Tuesday 14 February 2012

Book 4 of 2012: Longitude

Continuing with my catch up of reading material for the year so far, book number four was Longitude by Dava Sobel. I picked up this one a while ago as part of a set from The Book People, comprising of ten books that are 'Stranger Than Fiction'. They're about people from all over the world in all sorts of situations; the first two being The Naked Civil Servant and Reading Lolita in Tehran which I read last year.

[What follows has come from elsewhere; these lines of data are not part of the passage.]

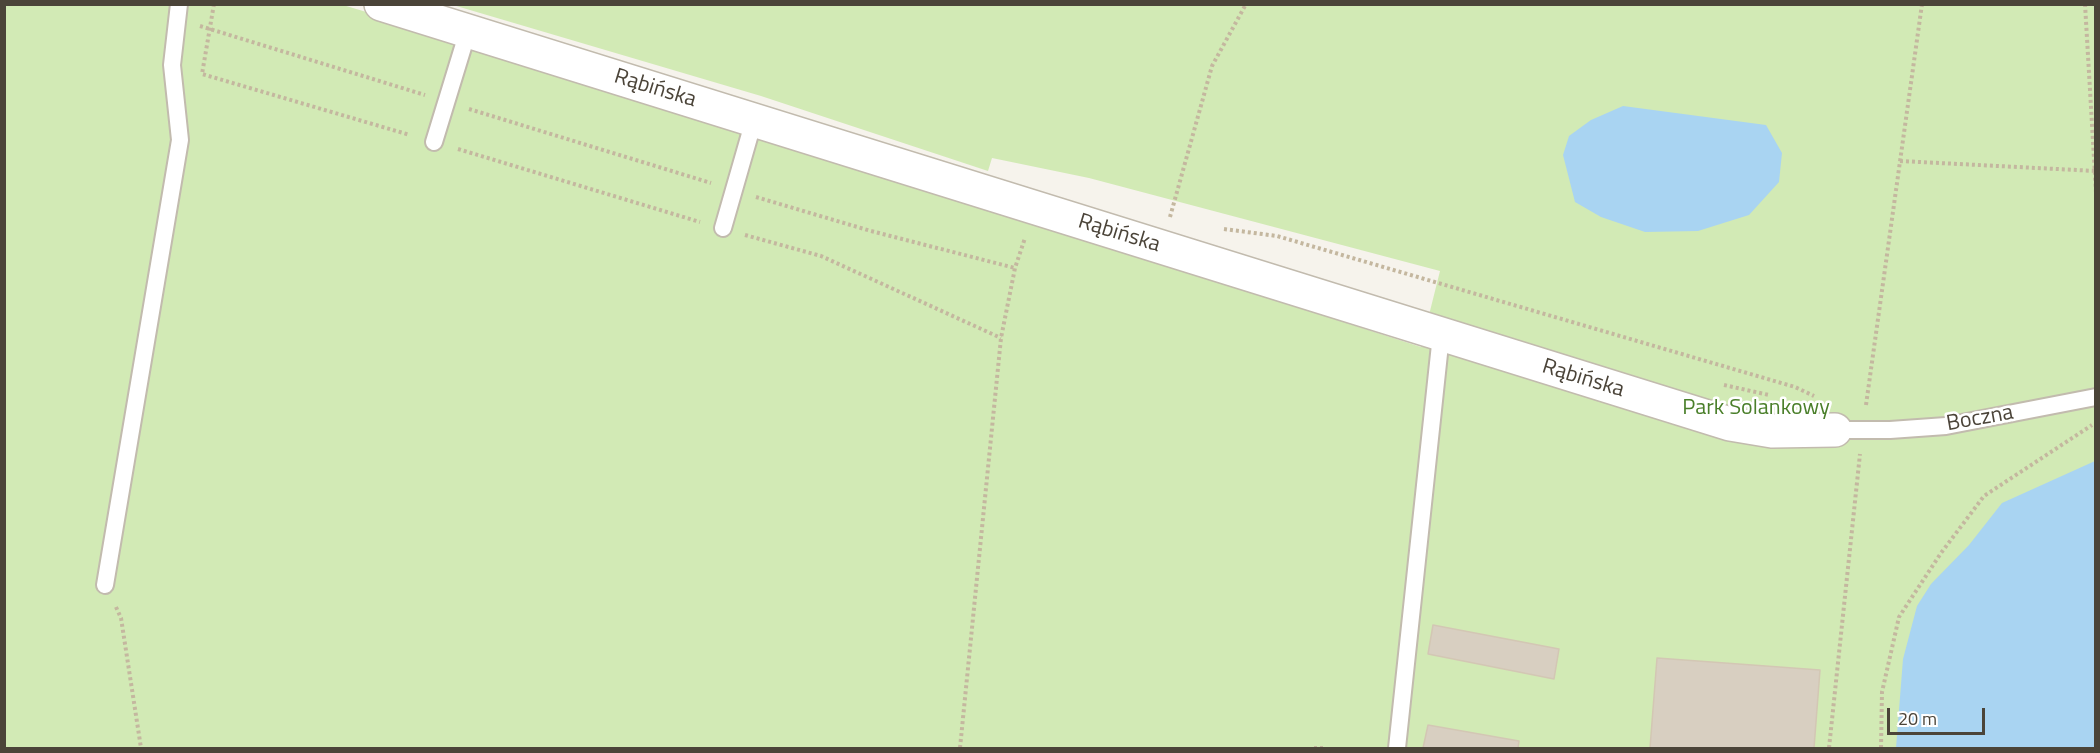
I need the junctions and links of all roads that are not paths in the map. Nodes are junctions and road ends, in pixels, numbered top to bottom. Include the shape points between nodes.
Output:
1 (179, 4) edge
2 (381, 4) edge
3 (468, 31) junction
4 (754, 120) junction
5 (434, 142) road end
6 (723, 228) road end
7 (1441, 335) junction
8 (2096, 397) edge
9 (1849, 430) joint
10 (105, 585) road end
11 (1396, 748) edge

1 - 10 lane via 172,65 180,140
2 - 3 street, Rąbińska
3 - 4 street, Rąbińska
3 - 5 lane
4 - 6 lane
4 - 7 street, Rąbińska
7 - 9 street, Rąbińska via 1730,424 1772,431
7 - 11 lane
8 - 9 lane, Boczna via 1946,426

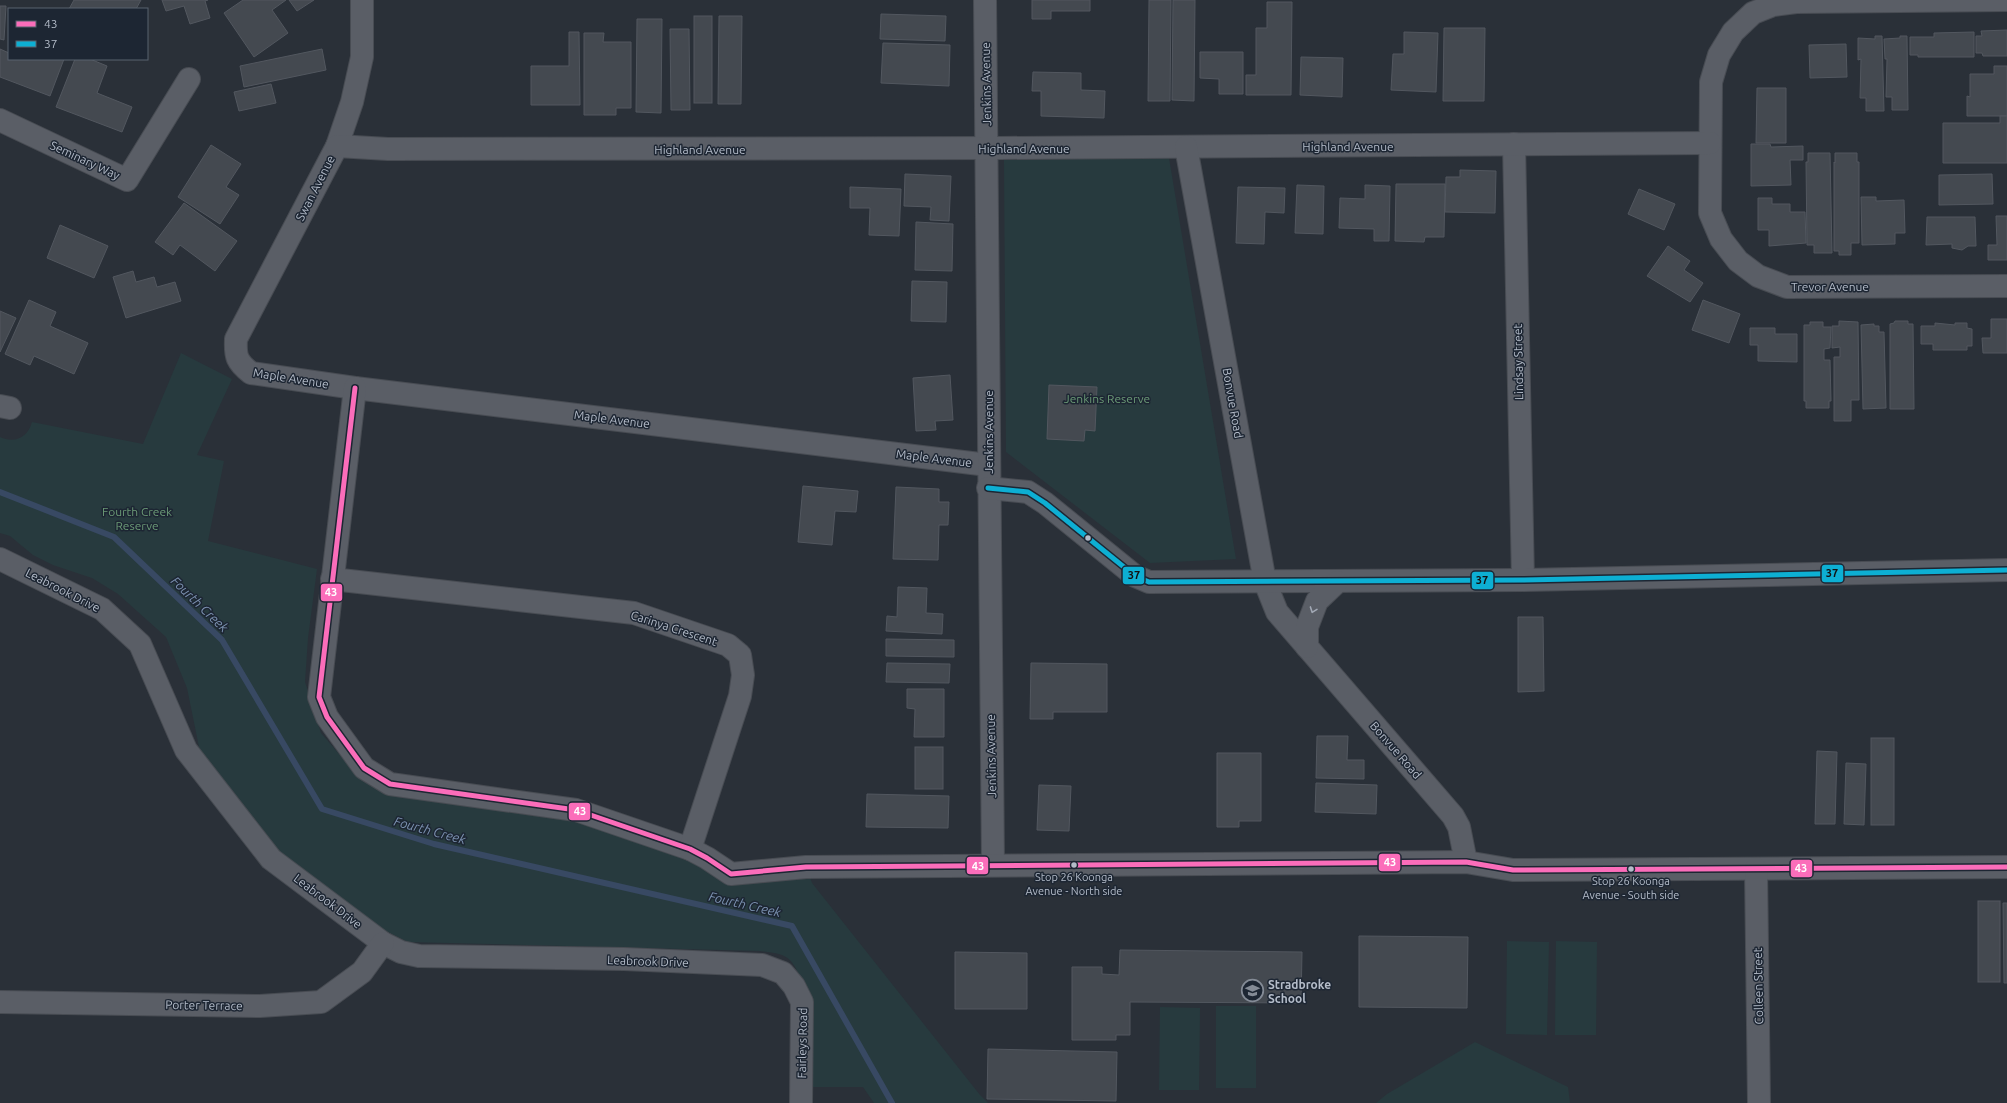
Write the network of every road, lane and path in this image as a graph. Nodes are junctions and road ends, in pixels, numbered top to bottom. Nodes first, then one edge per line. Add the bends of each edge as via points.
1 (362, 0) edge
2 (985, 0) edge
3 (2007, 0) edge
4 (189, 78) dead end
5 (0, 120) edge
6 (1710, 143) junction
7 (1514, 144) junction
8 (337, 146) junction
9 (1186, 147) junction
10 (987, 148) junction
11 (2007, 286) edge
12 (240, 364) joint
13 (355, 388) junction
14 (988, 465) junction
15 (988, 488) junction
16 (0, 559) edge
17 (2007, 570) edge
18 (332, 578) junction
19 (1523, 580) junction
20 (1265, 582) junction
21 (1337, 582) junction
22 (1307, 647) junction
23 (690, 849) junction
24 (1466, 862) junction
25 (993, 865) junction
26 (2007, 867) edge
27 (1756, 869) junction
28 (383, 943) junction
29 (794, 986) joint
30 (0, 1002) edge
31 (801, 1103) edge
32 (1759, 1103) edge

1 - 8 street, Swan Avenue via 362,57 352,102
2 - 10 street, Jenkins Avenue
3 - 6 street, Trevor Avenue via 1796,2 1773,5 1753,13 1733,32 1719,55 1711,82
4 - 5 street, Seminary Way via 127,180
6 - 7 street, Highland Avenue
6 - 11 street, Trevor Avenue via 1710,213 1721,239 1738,261 1758,276 1787,287
7 - 9 street, Highland Avenue
7 - 19 street, Lindsay Street
8 - 10 street, Highland Avenue via 388,149
8 - 12 street, Swan Avenue via 236,339 235,352
9 - 10 street, Highland Avenue
9 - 20 street, Bonvue Road
10 - 14 street, Jenkins Avenue
12 - 13 street, Maple Avenue via 251,373
13 - 14 street, Maple Avenue
13 - 18 street
14 - 15 street, Jenkins Avenue
15 - 20 street via 1028,492 1135,576 1149,582
15 - 25 street, Jenkins Avenue
16 - 28 street, Leabrook Drive via 102,609 140,644 186,750 271,859
17 - 19 street
18 - 23 street via 319,697 327,717 364,768 390,784 576,810
18 - 23 street, Carinya Crescent via 634,613 728,645 740,655 743,675 740,696
19 - 21 street
20 - 21 street
20 - 22 street, Bonvue Road via 1277,612
21 -> 22 street via 1317,601 1307,627
22 - 24 street, Bonvue Road via 1453,816 1459,827
23 - 25 street via 732,874 806,867
24 - 25 street
24 - 27 street via 1513,870
26 - 27 street
27 - 32 street, Colleen Street
28 - 29 street, Leabrook Drive via 401,952 419,956 762,965 783,973
28 - 30 street, Porter Terrace via 362,972 321,1002 260,1006
29 - 31 street, Fairleys Road via 802,1002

Longitude is the third in the series and is about John Harrison who invented a clock which could be used to determine Longitude on voyages across the sea. It's honestly not the sort of thing that I would normally pick up, I've not read a great deal of non-fiction in recent years and this was more of a non-fiction book than a historical novel.
I was honestly expecting something a little more 'fictionalised' than what this proved to be. It was interesting, but it was in all honesty just a sort of report on what happened and how. As interesting as it was, the blurb on the back had it packaged as some sort of thriller filled with intrigue and political rivalry, which it kind of did, but not what I had expected.

In the introduction to my copy it explained that this book came into being after the author wrote an article on the same topic for a magazine and was told that she should expand on it in a book. The book never really seemed to shake off the article-y feel. I would have expected to find this sort of a story in a Sunday paper supplement, rather than packaged between the pages of a paperback.

The author herself also pointed out that there were a number of people with the same names. It was tricky at times to keep track of them all and it wasn't helped by the way that the story seemed to jump back and forth between one time period and another. It made it terribly confusing at times.

One aspect of the book that I did enjoy was the little quotes at the chapter headings, each linked in some way to the subject of Longitude or time. They all fitted in quite neatly and I liked coming to the start of a chapter to see what the next quote would be.

Having read this one, I don't feel like I'll be rushing to search out any more books by the same author, it was an interesting read. Perhaps if I was more interested in sea travel, or clocks, or inventors it might have appealled to me a little more. As it is, I felt a bit cheated between the promise on the cover and the contents of the book.

It was a nice short, quick little read (which I was kind of grateful for) but I do think that it would make a great subject for an episode of Doctor Who...
"With his marine clocks, John Harrison tested the waters of space-time. He succeeded, against all odds, in using the fourth-temporal-dimension to link points on the three-dimensional globe. He wrested the world's whereabouts from the stars, and locked the secret in a pocket watch."